### YOUR GOAL
In your answer, set down the records below exactly as they stand, omitting pictures.

### SUPPLIED RECORDS
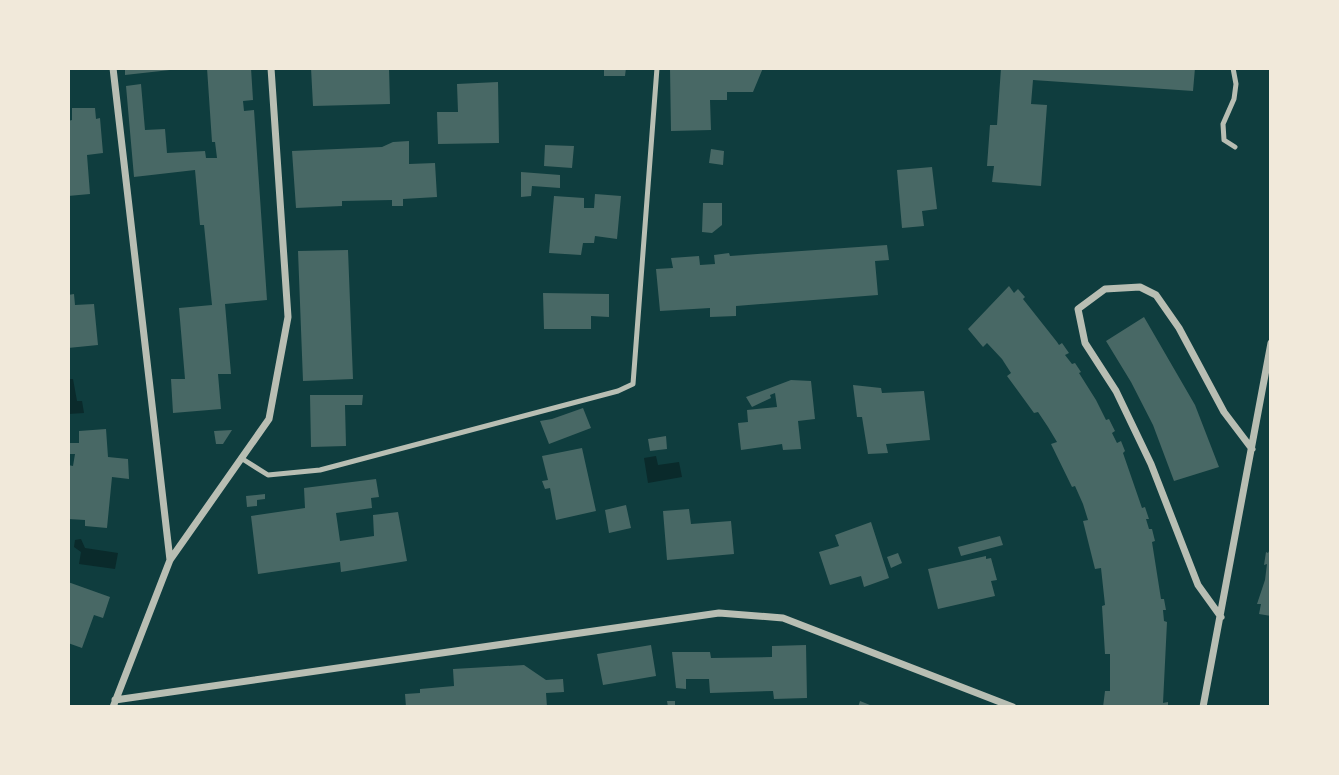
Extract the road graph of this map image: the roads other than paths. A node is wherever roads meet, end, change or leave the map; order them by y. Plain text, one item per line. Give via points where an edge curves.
1 (114, 68) edge
2 (271, 68) edge
3 (657, 68) edge
4 (1233, 68) edge
5 (1235, 147) dead end
6 (1271, 343) edge
7 (1252, 449) junction
8 (241, 458) junction
9 (170, 560) junction
10 (1221, 617) junction
11 (114, 703) edge
12 (1205, 706) edge
13 (1013, 707) edge

1 - 9 street
2 - 8 street via 288,317 269,419
3 - 8 lane via 634,384 320,470 268,475
4 - 5 lane via 1234,99 1223,124 1224,139
6 - 7 street
7 - 10 street
7 - 10 street via 1224,412 1156,295 1140,287 1105,289 1078,309 1085,343 1116,391 1151,464 1198,585
8 - 9 street
9 - 11 street
10 - 12 street
11 - 13 street via 719,612 783,618

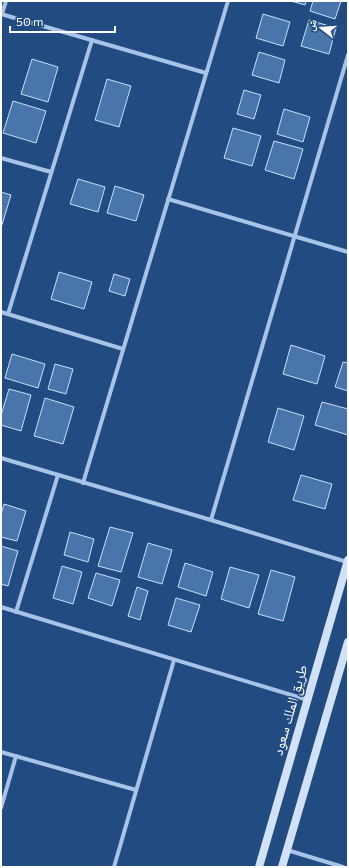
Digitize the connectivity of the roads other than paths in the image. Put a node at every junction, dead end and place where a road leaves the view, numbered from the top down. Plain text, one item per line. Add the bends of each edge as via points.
1 (6, 1) edge
2 (228, 1) edge
3 (1, 14) edge
4 (92, 40) junction
5 (348, 55) edge
6 (206, 73) junction
7 (1, 158) edge
8 (51, 172) junction
9 (168, 199) junction
10 (294, 236) junction
11 (348, 252) edge
12 (1, 312) edge
13 (8, 314) junction
14 (123, 349) junction
15 (1, 458) edge
16 (58, 475) junction
17 (83, 483) junction
18 (211, 520) junction
19 (348, 561) edge
20 (1, 607) edge
21 (16, 612) junction
22 (348, 642) edge
23 (174, 660) junction
24 (308, 700) junction
25 (1, 752) edge
26 (16, 756) junction
27 (136, 790) junction
28 (1, 808) edge
29 (287, 850) junction
30 (114, 867) edge
31 (259, 867) edge
32 (282, 867) edge
33 (344, 867) edge

1 - 3 street
2 - 6 street
3 - 4 street
4 - 6 street
4 - 8 street
5 - 10 street
6 - 9 street
7 - 8 street
8 - 13 street
9 - 10 street
9 - 14 street
10 - 11 street
10 - 18 street
12 - 13 street
13 - 14 street
14 - 17 street
15 - 16 street
16 - 17 street
16 - 21 street
17 - 18 street
18 - 19 street
19 - 24 main road, طريق الملك سعود
20 - 21 street
21 - 23 street
22 - 29 main road
23 - 24 street
23 - 27 street
24 - 31 main road, طريق الملك سعود
25 - 26 street
26 - 27 street
26 - 28 street
27 - 30 street
29 - 32 main road
29 - 33 street

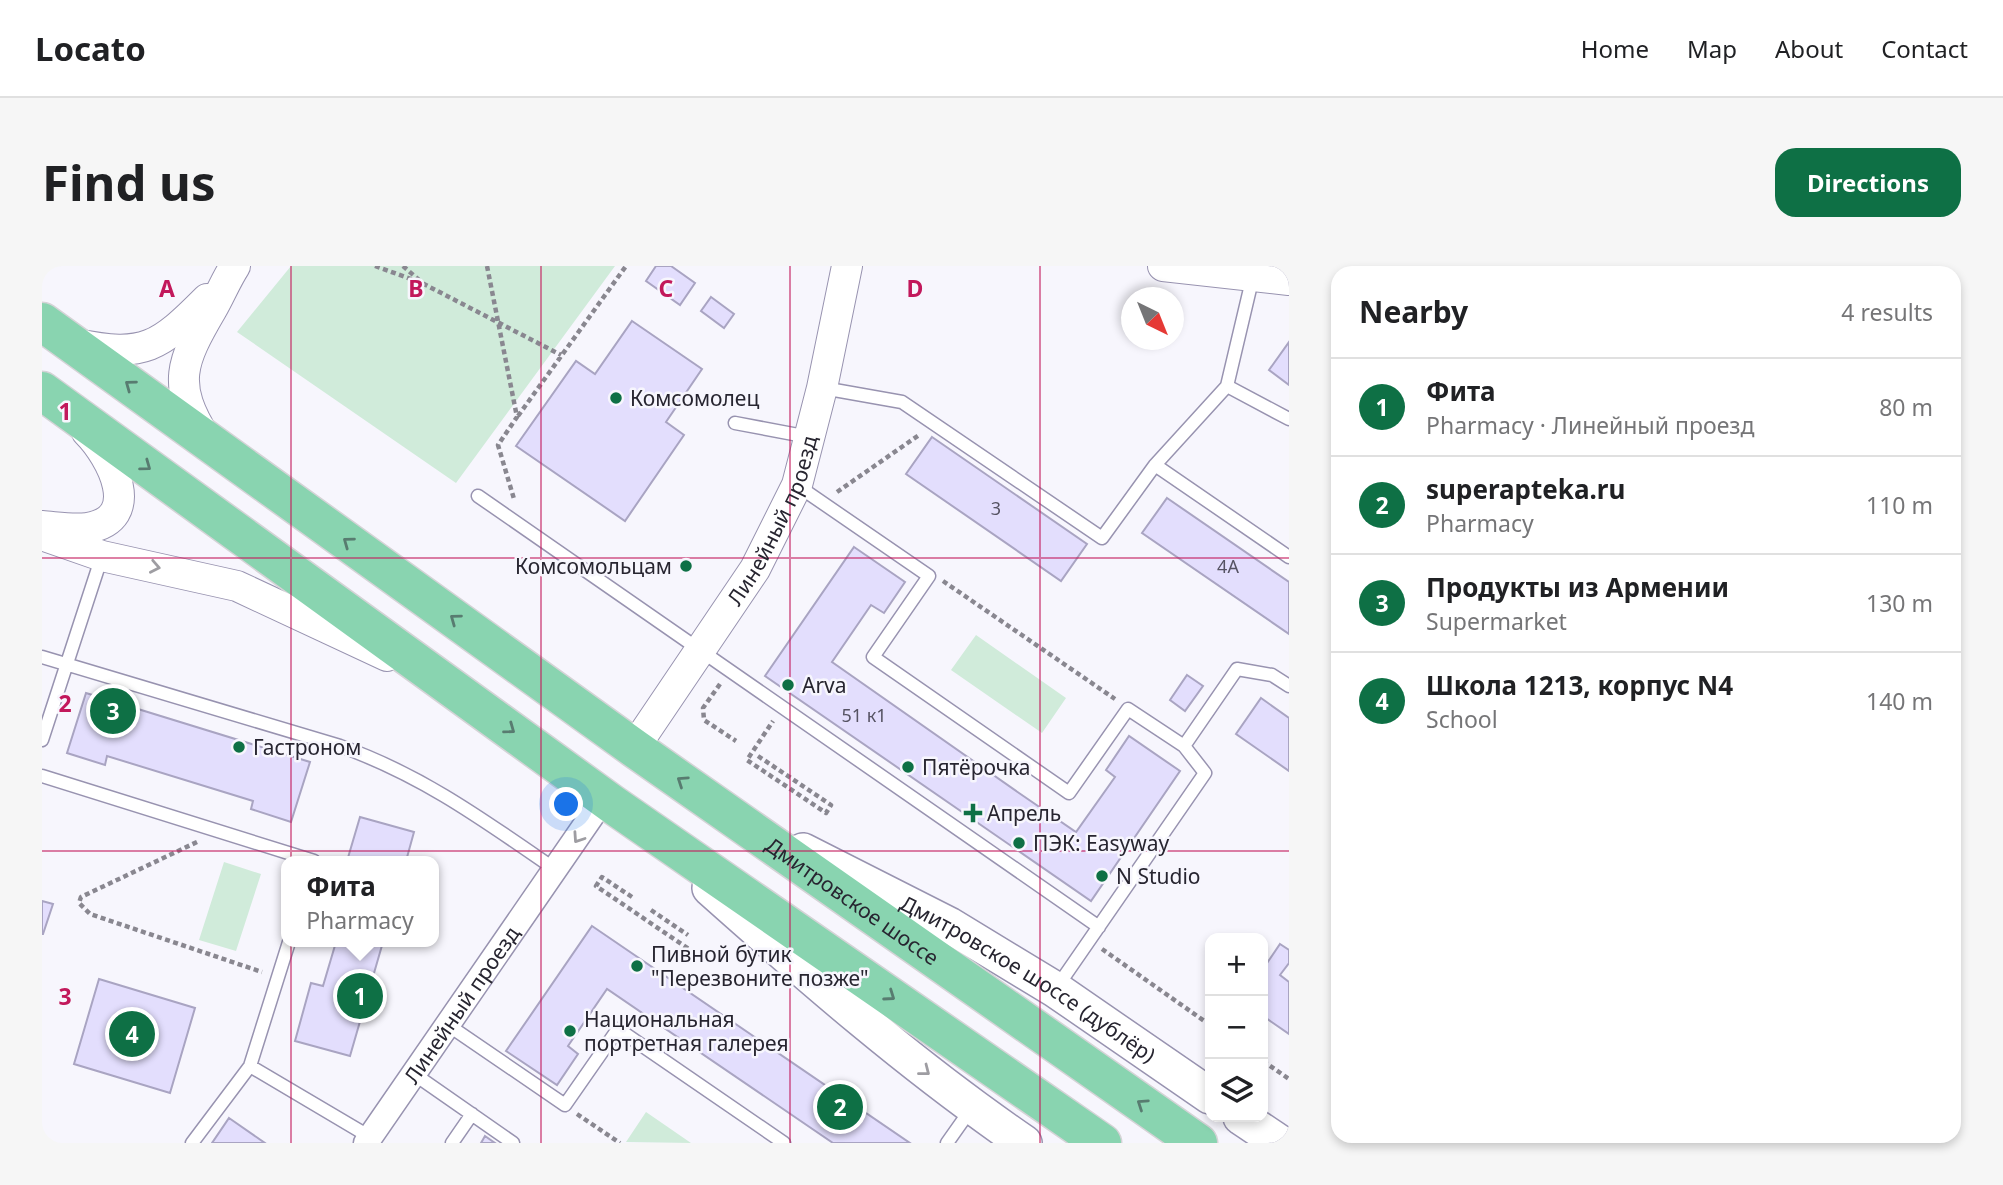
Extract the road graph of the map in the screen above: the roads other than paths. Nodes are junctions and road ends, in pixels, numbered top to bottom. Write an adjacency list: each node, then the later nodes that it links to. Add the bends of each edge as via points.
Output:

### YOUR SOLUTION
Extract the road graph of this map image: the roads other than paths. A node is wherever roads meet, end, change or leave the map; order them by y. Plain text, one item per line. Give via points where an edge curves.
1 (114, 68) edge
2 (271, 68) edge
3 (657, 68) edge
4 (1233, 68) edge
5 (1235, 147) dead end
6 (1271, 343) edge
7 (1252, 449) junction
8 (241, 458) junction
9 (170, 560) junction
10 (1221, 617) junction
11 (114, 703) edge
12 (1205, 706) edge
13 (1013, 707) edge

1 - 9 street
2 - 8 street via 288,317 269,419
3 - 8 lane via 634,384 320,470 268,475
4 - 5 lane via 1234,99 1223,124 1224,139
6 - 7 street
7 - 10 street
7 - 10 street via 1224,412 1156,295 1140,287 1105,289 1078,309 1085,343 1116,391 1151,464 1198,585
8 - 9 street
9 - 11 street
10 - 12 street
11 - 13 street via 719,612 783,618

Digitize the connectivity of the roads other than paths in the image. Put a node at every junction, dead end and place where a road leaves the view, numbered from the top down. Plain text, one item per line. Add the bends of each edge as via points.
1 (6, 1) edge
2 (228, 1) edge
3 (1, 14) edge
4 (92, 40) junction
5 (348, 55) edge
6 (206, 73) junction
7 (1, 158) edge
8 (51, 172) junction
9 (168, 199) junction
10 (294, 236) junction
11 (348, 252) edge
12 (1, 312) edge
13 (8, 314) junction
14 (123, 349) junction
15 (1, 458) edge
16 (58, 475) junction
17 (83, 483) junction
18 (211, 520) junction
19 (348, 561) edge
20 (1, 607) edge
21 (16, 612) junction
22 (348, 642) edge
23 (174, 660) junction
24 (308, 700) junction
25 (1, 752) edge
26 (16, 756) junction
27 (136, 790) junction
28 (1, 808) edge
29 (287, 850) junction
30 (114, 867) edge
31 (259, 867) edge
32 (282, 867) edge
33 (344, 867) edge

1 - 3 street
2 - 6 street
3 - 4 street
4 - 6 street
4 - 8 street
5 - 10 street
6 - 9 street
7 - 8 street
8 - 13 street
9 - 10 street
9 - 14 street
10 - 11 street
10 - 18 street
12 - 13 street
13 - 14 street
14 - 17 street
15 - 16 street
16 - 17 street
16 - 21 street
17 - 18 street
18 - 19 street
19 - 24 main road, طريق الملك سعود
20 - 21 street
21 - 23 street
22 - 29 main road
23 - 24 street
23 - 27 street
24 - 31 main road, طريق الملك سعود
25 - 26 street
26 - 27 street
26 - 28 street
27 - 30 street
29 - 32 main road
29 - 33 street

Extract the road graph of the map in the screen above: the roads other than paths. Nodes are junctions and road ends, in pixels, numbered top to bottom. Write an adjacency list: each node, then the later nodes that it links to. Add the bends of each edge as via points.
Output:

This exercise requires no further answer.